[Tarantool-patches] [RFC v4] rfc: luajit metrics
Igor Munkin
imun at tarantool.org
Thu Oct 8 20:25:12 MSK 2020
Sergey,
Thanks for the updates! Considering the changes in the follow-up reply,
there are still several comments below.
On 05.10.20, Sergey Kaplun wrote:
> Part of #5187
> ---
>
> This patch adds RFC to LuaJIT metrics interfaces. Nevertheless name
> `misc` for builtin library is not good and should be discussed, because
> tons of user modules can use that name for their own libraries.
>
> Branch: https://github.com/tarantool/tarantool/tree/skaplun/5187-luajit-metrics
> Issue: https://github.com/tarantool/tarantool/issues/5187
>
> Changes in v2:
> - Fixed typos
> - Made comments more verbose
> - Avoided flushing any of metrics after each call of luaM_metrics()
> Changes in v3:
> - Added colors count metrics description
> - Added description about how metrics are collected
> - Added benchmarks
> Changes in v3:
> - Removed colors count metrics
> - Added code block language
> - Added how to use section
Minor: ChangeLog is misordered (the latest changes are the first entry).
>
> doc/rfc/5187-luajit-metrics.md | 299 +++++++++++++++++++++++++++++++++
> 1 file changed, 299 insertions(+)
> create mode 100644 doc/rfc/5187-luajit-metrics.md
>
> diff --git a/doc/rfc/5187-luajit-metrics.md b/doc/rfc/5187-luajit-metrics.md
> new file mode 100644
> index 000000000..02f5b559f
> --- /dev/null
> +++ b/doc/rfc/5187-luajit-metrics.md
> @@ -0,0 +1,299 @@
<snipped>
> +Couple of words about how metrics are collected:
> +- `strhash_*` -- whenever existing string is returned after attempt to
> + create new string there is incremented `strhash_hit` counter, if new string
> + created then `strhash_miss` is incremented instead.

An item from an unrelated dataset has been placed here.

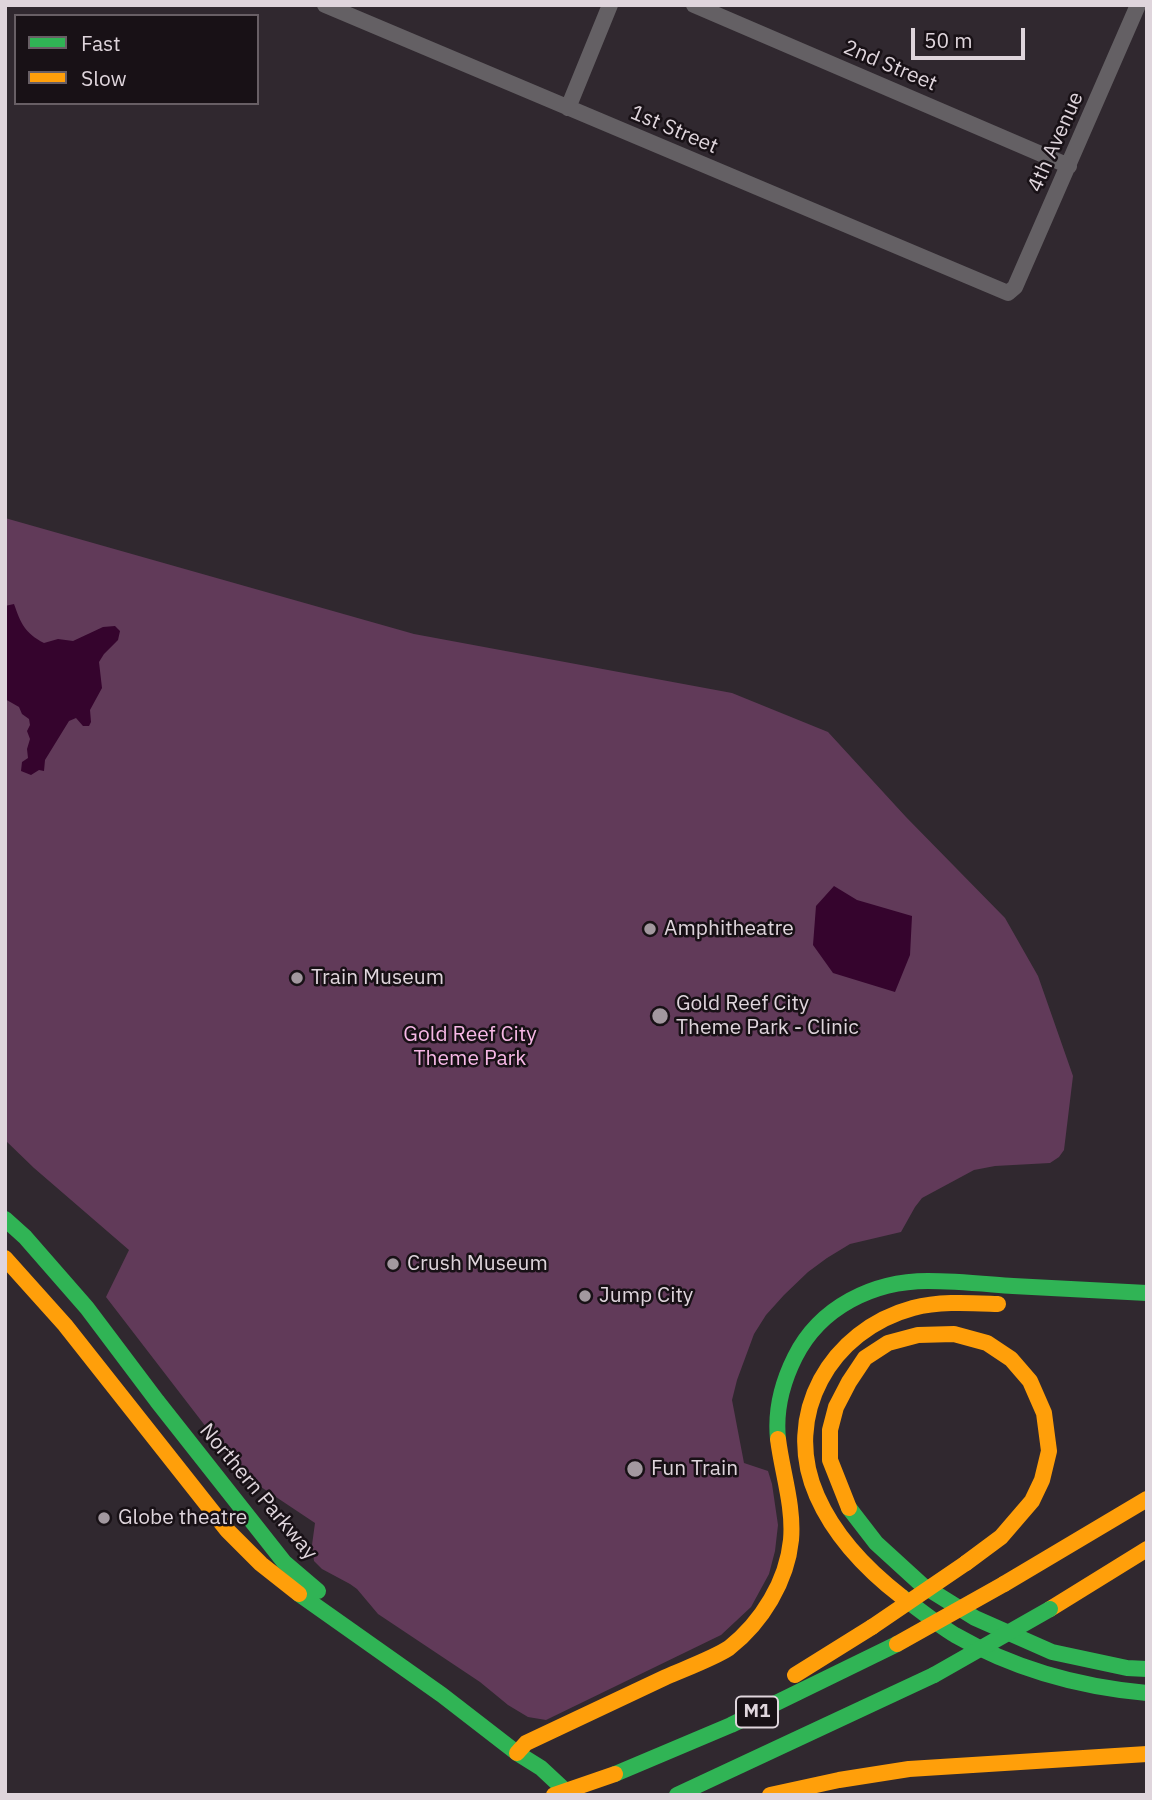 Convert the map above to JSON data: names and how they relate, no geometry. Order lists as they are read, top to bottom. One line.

Minor: I propose to reword it the way similar you've updated it in the
luam_Metrics comments.
> +- `gc_*num`, `jit_trace_num` -- corresponding counter incremented whenever new
Typo: s/whenever new/whenever a new/.
> + object is allocated. When object become garbage collected its counter is
Typo: s/become garbage collected/is collected by GC/.
> + decremented.
> +- `gc_total`, `gc_allocated`, `gc_freed` -- any time when allocation function
> + is called `gc_allocated` and/or `gc_freed` is increased and `gc_total`
> + increase when memory is allocated or reallocated, decrease when memory is
Typo: s/increase/is increased/.
Typo: s/decrease/is decreased/.
> + freed.
> +- `gc_steps_*` -- corresponding counter increments whenever Garbage Collector
Typo: s/increments/is incremented/.
> + starts to execute 1 step of garbage collection.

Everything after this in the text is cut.